So how are they still stable? Well, coordination compounds quickly exceed the simplistic bonding pictures that students are taught at the beginning of their chemistry classes. And the ligand field (or crystal field) model—while it does a good job of explaining some observations at a low level—also doesn’t exactly capture what we consider the current knowledge of coordination compounds. A much better description of how they are bonded lies within molecular orbital theory and scheme 1 below.

Molecular orbital scheme of an octahedral complex
Scheme 1: Octahedral $\ce{[ML6]}$ complex with no π interactions. Image copied from this answer and originally taken from Professor Klüfers’ internet scriptum to his coordination chemistry course.
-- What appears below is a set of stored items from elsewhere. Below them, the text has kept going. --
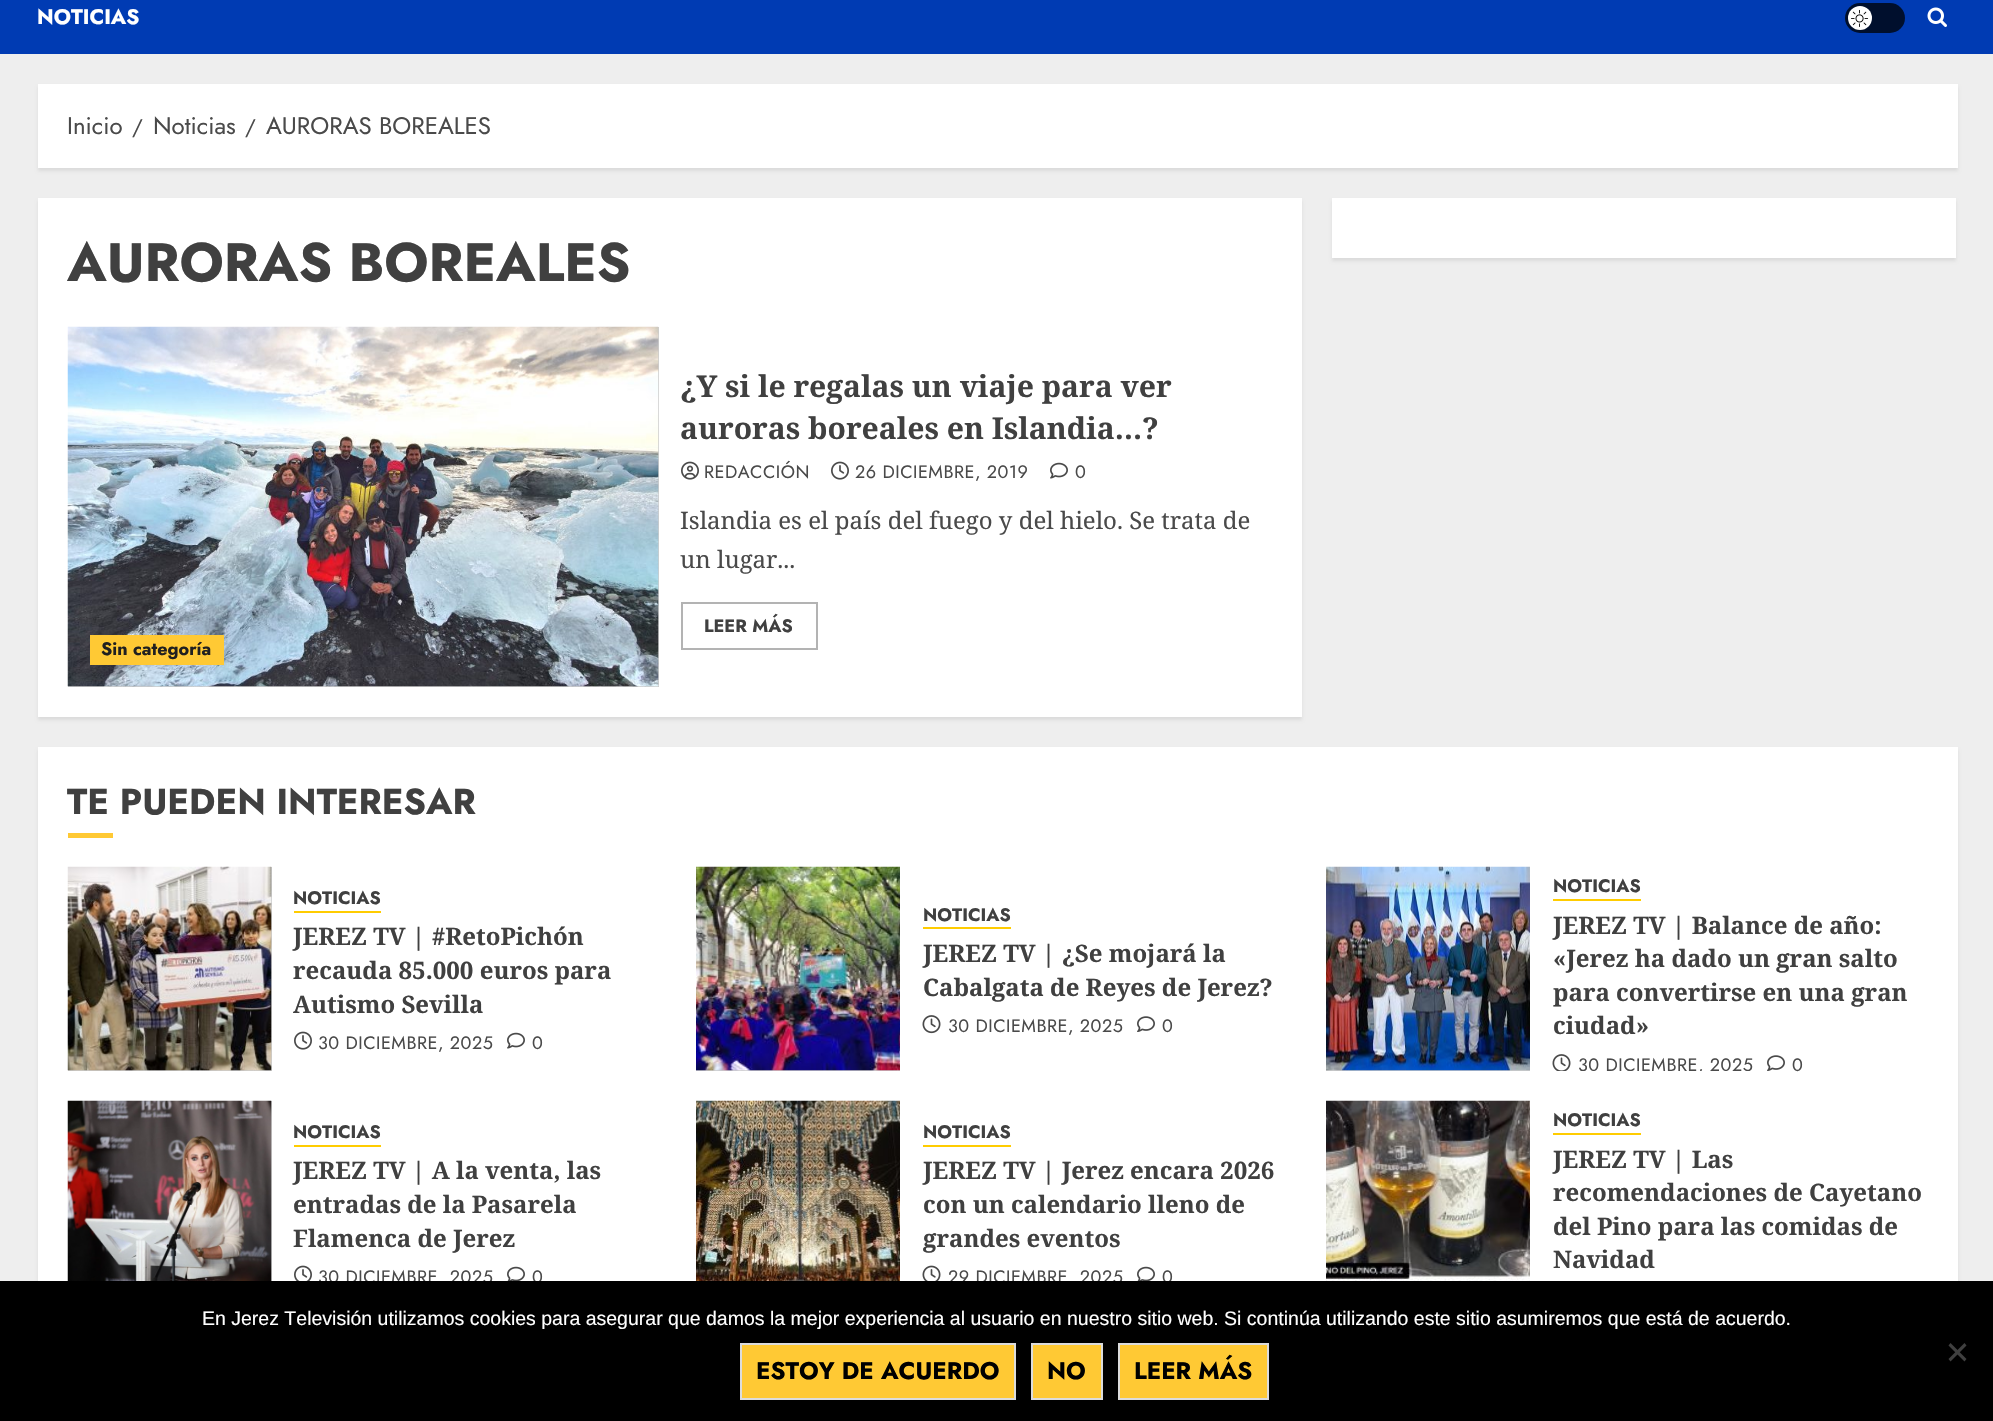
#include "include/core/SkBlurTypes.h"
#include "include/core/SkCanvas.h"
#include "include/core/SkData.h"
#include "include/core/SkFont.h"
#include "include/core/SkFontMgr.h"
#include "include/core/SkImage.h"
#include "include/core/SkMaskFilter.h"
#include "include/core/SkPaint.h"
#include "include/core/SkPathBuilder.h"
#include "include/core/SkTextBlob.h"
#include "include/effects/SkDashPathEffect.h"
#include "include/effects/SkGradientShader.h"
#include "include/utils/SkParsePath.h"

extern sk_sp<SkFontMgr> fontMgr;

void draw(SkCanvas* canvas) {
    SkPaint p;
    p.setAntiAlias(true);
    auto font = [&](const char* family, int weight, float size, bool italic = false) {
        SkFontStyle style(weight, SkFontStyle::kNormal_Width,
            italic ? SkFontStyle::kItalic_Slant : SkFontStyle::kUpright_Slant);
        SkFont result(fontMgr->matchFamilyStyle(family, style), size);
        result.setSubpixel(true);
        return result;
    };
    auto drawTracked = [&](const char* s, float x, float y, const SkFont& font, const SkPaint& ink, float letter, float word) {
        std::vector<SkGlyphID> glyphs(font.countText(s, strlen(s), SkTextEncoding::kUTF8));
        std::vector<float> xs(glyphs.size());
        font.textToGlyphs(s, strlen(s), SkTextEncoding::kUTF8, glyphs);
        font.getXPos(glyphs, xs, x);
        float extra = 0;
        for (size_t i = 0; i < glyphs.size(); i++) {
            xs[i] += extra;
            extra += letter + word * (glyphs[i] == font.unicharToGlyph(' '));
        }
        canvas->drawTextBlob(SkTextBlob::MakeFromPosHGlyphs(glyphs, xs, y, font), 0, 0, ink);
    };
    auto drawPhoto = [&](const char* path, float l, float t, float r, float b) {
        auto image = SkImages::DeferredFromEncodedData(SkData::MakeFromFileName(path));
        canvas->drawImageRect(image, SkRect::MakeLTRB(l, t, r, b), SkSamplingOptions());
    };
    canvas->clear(0xFFEEEEEE);
    p.setColor(0xFF003BB3);
    canvas->drawRect(SkRect::MakeLTRB(0, 0, 1993, 54), p);
    auto font1 = font("Jost", 700, 21);
    p.setColor(0xFFFFFFFF);
    canvas->drawString("NOTICIAS", 37, 24, font1, p);
    p.setColor(0xFF000F2D);
    canvas->drawRoundRect(SkRect::MakeLTRB(1845, 3, 1905, 33), 15, 15, p);
    p.setColor(0xFFFFFFFF);
    canvas->drawCircle(1860, 18, 12, p);
    drawPhoto("media/1.png", 1851, 9, 1869, 27);
    drawPhoto("media/2.png", 1927, 7, 1947, 27);
    p.setColor(0x14000000);
    p.setMaskFilter(SkMaskFilter::MakeBlur(kNormal_SkBlurStyle, 1.5f));
    canvas->drawRect(SkRect::MakeLTRB(38, 87, 1958, 171), p);
    p.setMaskFilter(nullptr);
    p.setColor(0xFFFFFFFF);
    canvas->drawRect(SkRect::MakeLTRB(38, 84, 1958, 168), p);
    auto font2 = font("Jost", 400, 24);
    p.setColor(0xFF4A4A4A);
    canvas->drawString("Inicio", 67, 134, font2, p);
    auto font3 = font("Jost", 400, 21);
    canvas->drawString("/", 132, 134, font3, p);
    canvas->drawString("Noticias", 153, 134, font2, p);
    canvas->drawString("/", 245, 134, font3, p);
    canvas->drawString("AURORAS BOREALES", 266, 134, font2, p);
    p.setColor(0x14000000);
    p.setMaskFilter(SkMaskFilter::MakeBlur(kNormal_SkBlurStyle, 1.5f));
    canvas->drawRect(SkRect::MakeLTRB(1332, 201, 1956, 261), p);
    p.setMaskFilter(nullptr);
    p.setColor(0xFFFFFFFF);
    canvas->drawRect(SkRect::MakeLTRB(1332, 198, 1956, 258), p);
    p.setColor(0x14000000);
    p.setMaskFilter(SkMaskFilter::MakeBlur(kNormal_SkBlurStyle, 1.5f));
    canvas->drawRect(SkRect::MakeLTRB(38, 201, 1302, 720), p);
    p.setMaskFilter(nullptr);
    p.setColor(0xFFFFFFFF);
    canvas->drawRect(SkRect::MakeLTRB(38, 198, 1302, 717), p);
    auto font4 = font("Jost", 700, 54);
    p.setColor(0xFF404040);
    canvas->drawString("AURORAS BOREALES", 67, 281, font4, p);
    auto font5 = font("Noto Serif", 700, 30);
    canvas->drawString("¿Y si le regalas un viaje para ver", 680, 397, font5, p);
    canvas->drawString("auroras boreales en Islandia…?", 680, 439, font5, p);
    drawPhoto("media/3.png", 681, 461, 699, 480);
    auto font6 = font("Jost", 400, 18);
    p.setColor(0xFF4A4A4A);
    drawTracked("REDACCIÓN", 704, 478, font6, p, 0.5f, 0);
    drawPhoto("media/4.png", 831, 461, 849, 480);
    drawTracked("26 DICIEMBRE, 2019", 855, 478, font6, p, 0.5f, 0);
    drawPhoto("media/5.png", 1050, 462, 1068, 479);
    drawTracked("0", 1075, 478, font6, p, 0.5f, 0);
    auto font7 = font("Noto Serif", 400, 24);
    canvas->drawString("Islandia es el país del fuego y del hielo. Se trata de", 680, 529, font7, p);
    canvas->drawString("un lugar...", 680, 568, font7, p);
    p.setStyle(SkPaint::kStroke_Style);
    p.setStrokeWidth(2);
    p.setColor(0xFFB3B3B3);
    canvas->drawRect(SkRect::MakeLTRB(682, 603, 817, 649), p);
    auto font8 = font("Jost", 700, 18);
    p.setStyle(SkPaint::kFill_Style);
    p.setColor(0xFF404040);
    canvas->drawString("LEER MÁS", 704, 632, font8, p);
    p.setColor(0xFFCCCCCC);
    canvas->drawRect(SkRect::MakeLTRB(68, 327, 659, 687), p);
    drawPhoto("media/6.png", 67, 326, 659, 687);
    p.setColor(0xFFFFC934);
    canvas->drawRect(SkRect::MakeLTRB(90, 635, 224, 665), p);
    p.setColor(0xFF202020);
    canvas->drawString("Sin categoría", 101, 655, font8, p);
    p.setColor(0x14000000);
    p.setMaskFilter(SkMaskFilter::MakeBlur(kNormal_SkBlurStyle, 1.5f));
    canvas->drawRect(SkRect::MakeLTRB(38, 750, 1958, 1338), p);
    p.setMaskFilter(nullptr);
    p.setColor(0xFFFFFFFF);
    canvas->drawRect(SkRect::MakeLTRB(38, 747, 1958, 1281), p);
    auto font9 = font("Jost", 700, 36);
    p.setColor(0xFF404040);
    canvas->drawString("TE PUEDEN INTERESAR", 67, 814, font9, p);
    p.setColor(0xFFFFC934);
    canvas->drawRect(SkRect::MakeLTRB(68, 833, 113, 838), p);
    p.setColor(0xFFCCCCCC);
    canvas->drawRect(SkRect::MakeLTRB(68, 867, 272, 1071), p);
    drawPhoto("media/7.png", 67, 866, 272, 1071);
    p.setColor(0xFFFFCC00);
    canvas->drawRect(SkRect::MakeLTRB(294, 911, 381, 913), p);
    p.setColor(0xFF404040);
    canvas->drawString("NOTICIAS", 293, 904, font8, p);
    auto font10 = font("Noto Serif", 700, 24);
    {
        const struct { const char* s; float x, y; } items[] = {
            {"JEREZ TV | #RetoPichón", 293, 945},
            {"recauda 85.000 euros para", 293, 979},
            {"Autismo Sevilla", 293, 1013},
        };
        for (auto [s, x, y] : items) {
            canvas->drawString(s, x, y, font10, p);
        }
    }
    drawPhoto("media/4.png", 294, 1031, 312, 1050);
    p.setColor(0xFF4A4A4A);
    drawTracked("30 DICIEMBRE, 2025", 318, 1049, font6, p, 0.5f, 0);
    drawPhoto("media/5.png", 507, 1032, 525, 1049);
    drawTracked("0", 532, 1049, font6, p, 0.5f, 0);
    p.setColor(0xFFCCCCCC);
    canvas->drawRect(SkRect::MakeLTRB(696, 1070, 900, 1071), p);
    drawPhoto("media/8.png", 696, 866, 900, 1071);
    p.setColor(0xFFFFCC00);
    canvas->drawRect(SkRect::MakeLTRB(923, 927, 1011, 929), p);
    p.setColor(0xFF404040);
    canvas->drawString("NOTICIAS", 923, 921, font8, p);
    canvas->drawString("JEREZ TV | ¿Se mojará la", 923, 962, font10, p);
    canvas->drawString("Cabalgata de Reyes de Jerez?", 923, 996, font10, p);
    drawPhoto("media/9.png", 922, 1015, 941, 1034);
    p.setColor(0xFF4A4A4A);
    drawTracked("30 DICIEMBRE, 2025", 948, 1032, font6, p, 0.5f, 0);
    drawPhoto("media/10.png", 1137, 1016, 1155, 1032);
    drawTracked("0", 1162, 1032, font6, p, 0.5f, 0);
    p.setColor(0xFFCCCCCC);
    canvas->drawRect(SkRect::MakeLTRB(1326, 1070, 1530, 1071), p);
    drawPhoto("media/11.png", 1326, 866, 1530, 1071);
    p.setColor(0xFFFFCC00);
    canvas->drawRect(SkRect::MakeLTRB(1553, 899, 1641, 901), p);
    p.setColor(0xFF404040);
    canvas->drawString("NOTICIAS", 1553, 892, font8, p);
    {
        const struct { const char* s; float x, y; } items[] = {
            {"JEREZ TV | Balance de año:", 1553, 934},
            {"«Jerez ha dado un gran salto", 1553, 967},
            {"para convertirse en una gran", 1553, 1001},
            {"ciudad»", 1553, 1034},
        };
        for (auto [s, x, y] : items) {
            canvas->drawString(s, x, y, font10, p);
        }
    }
    drawPhoto("media/12.png", 1552, 1054, 1571, 1071);
    canvas->save();
    canvas->clipRect(SkRect::MakeLTRB(1530, 867, 1926, 1071));
    p.setColor(0xFF4A4A4A);
    drawTracked("30 DICIEMBRE, 2025", 1578, 1071, font6, p, 0.5f, 0);
    canvas->restore();
    drawPhoto("media/10.png", 1767, 1055, 1785, 1071);
    drawTracked("0", 1792, 1071, font6, p, 0.5f, 0);
    p.setColor(0xFFCCCCCC);
    canvas->drawRect(SkRect::MakeLTRB(271, 1101, 272, 1281), p);
    drawPhoto("media/13.png", 67, 1100, 272, 1281);
    p.setColor(0xFFFFCC00);
    canvas->drawRect(SkRect::MakeLTRB(294, 1145, 381, 1147), p);
    p.setColor(0xFF404040);
    canvas->drawString("NOTICIAS", 293, 1138, font8, p);
    {
        const struct { const char* s; float x, y; } items[] = {
            {"JEREZ TV | A la venta, las", 293, 1179},
            {"entradas de la Pasarela", 293, 1213},
            {"Flamenca de Jerez", 293, 1247},
        };
        for (auto [s, x, y] : items) {
            canvas->drawString(s, x, y, font10, p);
        }
    }
    drawPhoto("media/14.png", 294, 1265, 312, 1281);
    p.setColor(0xFF4A4A4A);
    drawTracked("30 DICIEMBRE, 2025", 318, 1283, font6, p, 0.5f, 0);
    drawPhoto("media/15.png", 507, 1266, 525, 1281);
    drawTracked("0", 532, 1283, font6, p, 0.5f, 0);
    drawPhoto("media/16.png", 696, 1100, 900, 1281);
    p.setColor(0xFFFFCC00);
    canvas->drawRect(SkRect::MakeLTRB(923, 1145, 1011, 1147), p);
    p.setColor(0xFF404040);
    canvas->drawString("NOTICIAS", 923, 1138, font8, p);
    {
        const struct { const char* s; float x, y; } items[] = {
            {"JEREZ TV | Jerez encara 2026", 923, 1179},
            {"con un calendario lleno de", 923, 1213},
            {"grandes eventos", 923, 1247},
        };
        for (auto [s, x, y] : items) {
            canvas->drawString(s, x, y, font10, p);
        }
    }
    drawPhoto("media/17.png", 922, 1265, 941, 1281);
    p.setColor(0xFF4A4A4A);
    drawTracked("29 DICIEMBRE, 2025", 948, 1283, font6, p, 0.5f, 0);
    drawPhoto("media/15.png", 1137, 1266, 1155, 1281);
    drawTracked("0", 1162, 1283, font6, p, 0.5f, 0);
    drawPhoto("media/18.png", 1326, 1100, 1530, 1281);
    p.setColor(0xFFFFCC00);
    canvas->drawRect(SkRect::MakeLTRB(1553, 1133, 1641, 1135), p);
    p.setColor(0xFF404040);
    canvas->drawString("NOTICIAS", 1553, 1126, font8, p);
    {
        const struct { const char* s; float x, y; } items[] = {
            {"JEREZ TV | Las", 1553, 1168},
            {"recomendaciones de Cayetano", 1553, 1201},
            {"del Pino para las comidas de", 1553, 1235},
            {"Navidad", 1553, 1268},
        };
        for (auto [s, x, y] : items) {
            canvas->drawString(s, x, y, font10, p);
        }
    }
    p.setColor(0xFF000000);
    canvas->drawRect(SkRect::MakeLTRB(0, 1281, 1993, 1421), p);
    auto font11 = font("Liberation Sans", 400, 19.5f);
    p.setColor(0xFFFFFFFF);
    canvas->drawString("En Jerez Televisión utilizamos cookies para asegurar que damos la mejor experiencia al usuario en nuestro sitio web. Si continúa utilizando este sitio asumiremos que está de acuerdo.", 202, 1325, font11, p);
    p.setColor(0xFFFFC934);
    canvas->drawRect(SkRect::MakeLTRB(741, 1344, 1015, 1399), p);
    p.setStyle(SkPaint::kStroke_Style);
    p.setColor(0xFFDCDCDC);
    canvas->drawRect(SkRect::MakeLTRB(741, 1344, 1015, 1399), p);
    auto font12 = font("Jost", 700, 24);
    p.setStyle(SkPaint::kFill_Style);
    p.setColor(0xFF000000);
    canvas->drawString("ESTOY DE ACUERDO", 756, 1379, font12, p);
    p.setColor(0xFFFFC934);
    canvas->drawRect(SkRect::MakeLTRB(1032, 1344, 1102, 1399), p);
    p.setStyle(SkPaint::kStroke_Style);
    p.setColor(0xFFDCDCDC);
    canvas->drawRect(SkRect::MakeLTRB(1032, 1344, 1102, 1399), p);
    p.setStyle(SkPaint::kFill_Style);
    p.setColor(0xFF000000);
    canvas->drawString("NO", 1047, 1379, font12, p);
    p.setColor(0xFFFFC934);
    canvas->drawRect(SkRect::MakeLTRB(1119, 1344, 1268, 1399), p);
    p.setStyle(SkPaint::kStroke_Style);
    p.setColor(0xFFDCDCDC);
    canvas->drawRect(SkRect::MakeLTRB(1119, 1344, 1268, 1399), p);
    p.setStyle(SkPaint::kFill_Style);
    p.setColor(0xFF000000);
    canvas->drawString("LEER MÁS", 1134, 1379, font12, p);
    p.setColor(0xFF404040);
    canvas->drawPath(SkPathBuilder().moveTo(1964.5f, 1343).lineTo(1966.5f, 1345.5f).lineTo(1950.5f, 1361.5f).lineTo(1948.5f, 1359).close().detach(), p);
    canvas->drawPath(SkPathBuilder().moveTo(1948.5f, 1345.5f).lineTo(1950.5f, 1343).lineTo(1966.5f, 1359).lineTo(1964.5f, 1361.5f).close().detach(), p);
}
On the left of the scheme, the metal’s 3d, 4s and 4p orbitals are placed, while the right-hand half contains the ligand orbitals; simplified as one σ-type orbital per ligand in an octahedral complex. After taking a look at the scheme and finding it perplexing, we can attempt to find the stabilising and destabilising factors in forming a complex.

The most obvious stabilising effect is that all ligand orbitals form bonding interactions that lower their energy. For this, they make use of the typically unoccupied metal’s 4s and 4p orbitals alongside the often occupied 3d orbitals. As we are stabilising occupied orbitals at the expense of unoccupied orbitals, this already results in a net stabilisation.

The second bit of stabilisation results from the interaction of the ligands with parts of the 3d orbitals: precisely the $\mathrm d_{x^2-y^2}$ and $\mathrm d_{z^2}$ orbitals, often collectively termed $\mathrm{e_g^*}$ orbitals according to their symmetry group. These may be occupied, but these also have better overlap with the ligand orbitals so the bond formed is stronger than in the case of 4s and 4p.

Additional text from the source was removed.